→ **Work item**: An exact copy of every entry below is required, and no picture may appear in it.

(Collected data entries)

*****

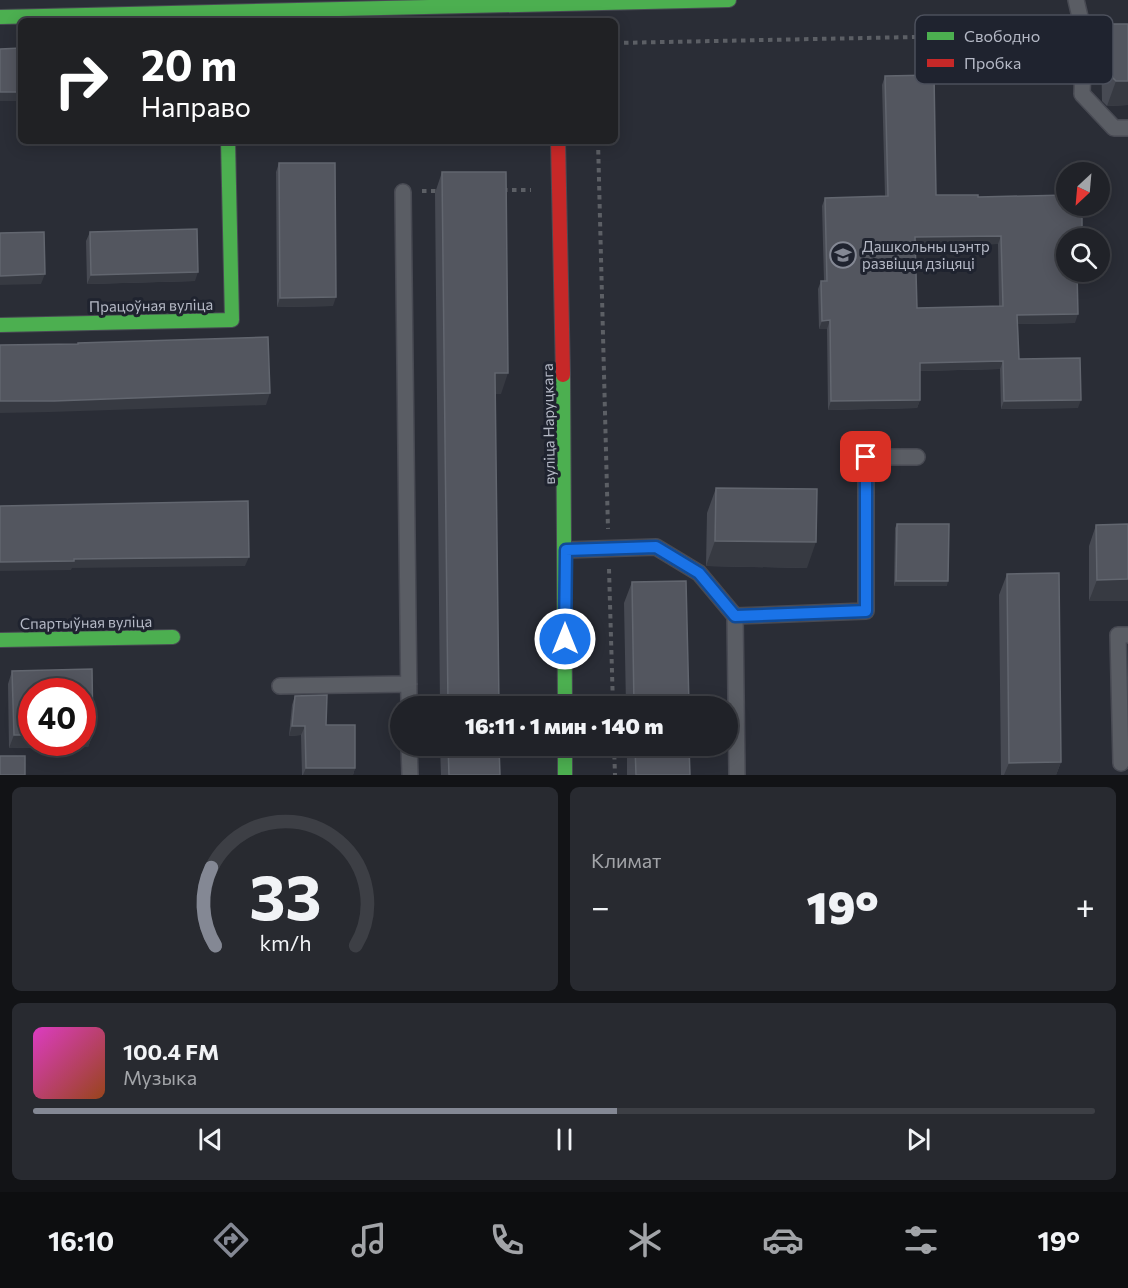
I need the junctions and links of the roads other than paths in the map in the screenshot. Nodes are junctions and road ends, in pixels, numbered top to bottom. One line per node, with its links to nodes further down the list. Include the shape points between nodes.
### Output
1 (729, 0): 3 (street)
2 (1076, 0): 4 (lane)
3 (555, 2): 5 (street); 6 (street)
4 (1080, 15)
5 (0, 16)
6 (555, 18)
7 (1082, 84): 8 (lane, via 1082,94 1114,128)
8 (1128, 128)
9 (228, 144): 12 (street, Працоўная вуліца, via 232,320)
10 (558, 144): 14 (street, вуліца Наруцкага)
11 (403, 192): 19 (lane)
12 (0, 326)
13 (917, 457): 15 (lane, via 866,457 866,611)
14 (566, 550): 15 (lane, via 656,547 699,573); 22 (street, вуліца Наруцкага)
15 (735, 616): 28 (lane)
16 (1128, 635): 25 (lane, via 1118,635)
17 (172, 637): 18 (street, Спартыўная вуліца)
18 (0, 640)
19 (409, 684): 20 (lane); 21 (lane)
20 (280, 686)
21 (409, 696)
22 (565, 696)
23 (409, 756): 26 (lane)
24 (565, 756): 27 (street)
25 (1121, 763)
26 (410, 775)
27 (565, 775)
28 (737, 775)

*****

→ **Response**:
I need the junctions and links of the roads other than paths in the map in the screenshot. Nodes are junctions and road ends, in pixels, numbered top to bottom. One line per node, with its links to nodes further down the list. Include the shape points between nodes.
### Output
1 (729, 0): 3 (street)
2 (1076, 0): 4 (lane)
3 (555, 2): 5 (street); 6 (street)
4 (1080, 15)
5 (0, 16)
6 (555, 18)
7 (1082, 84): 8 (lane, via 1082,94 1114,128)
8 (1128, 128)
9 (228, 144): 12 (street, Працоўная вуліца, via 232,320)
10 (558, 144): 14 (street, вуліца Наруцкага)
11 (403, 192): 19 (lane)
12 (0, 326)
13 (917, 457): 15 (lane, via 866,457 866,611)
14 (566, 550): 15 (lane, via 656,547 699,573); 22 (street, вуліца Наруцкага)
15 (735, 616): 28 (lane)
16 (1128, 635): 25 (lane, via 1118,635)
17 (172, 637): 18 (street, Спартыўная вуліца)
18 (0, 640)
19 (409, 684): 20 (lane); 21 (lane)
20 (280, 686)
21 (409, 696)
22 (565, 696)
23 (409, 756): 26 (lane)
24 (565, 756): 27 (street)
25 (1121, 763)
26 (410, 775)
27 (565, 775)
28 (737, 775)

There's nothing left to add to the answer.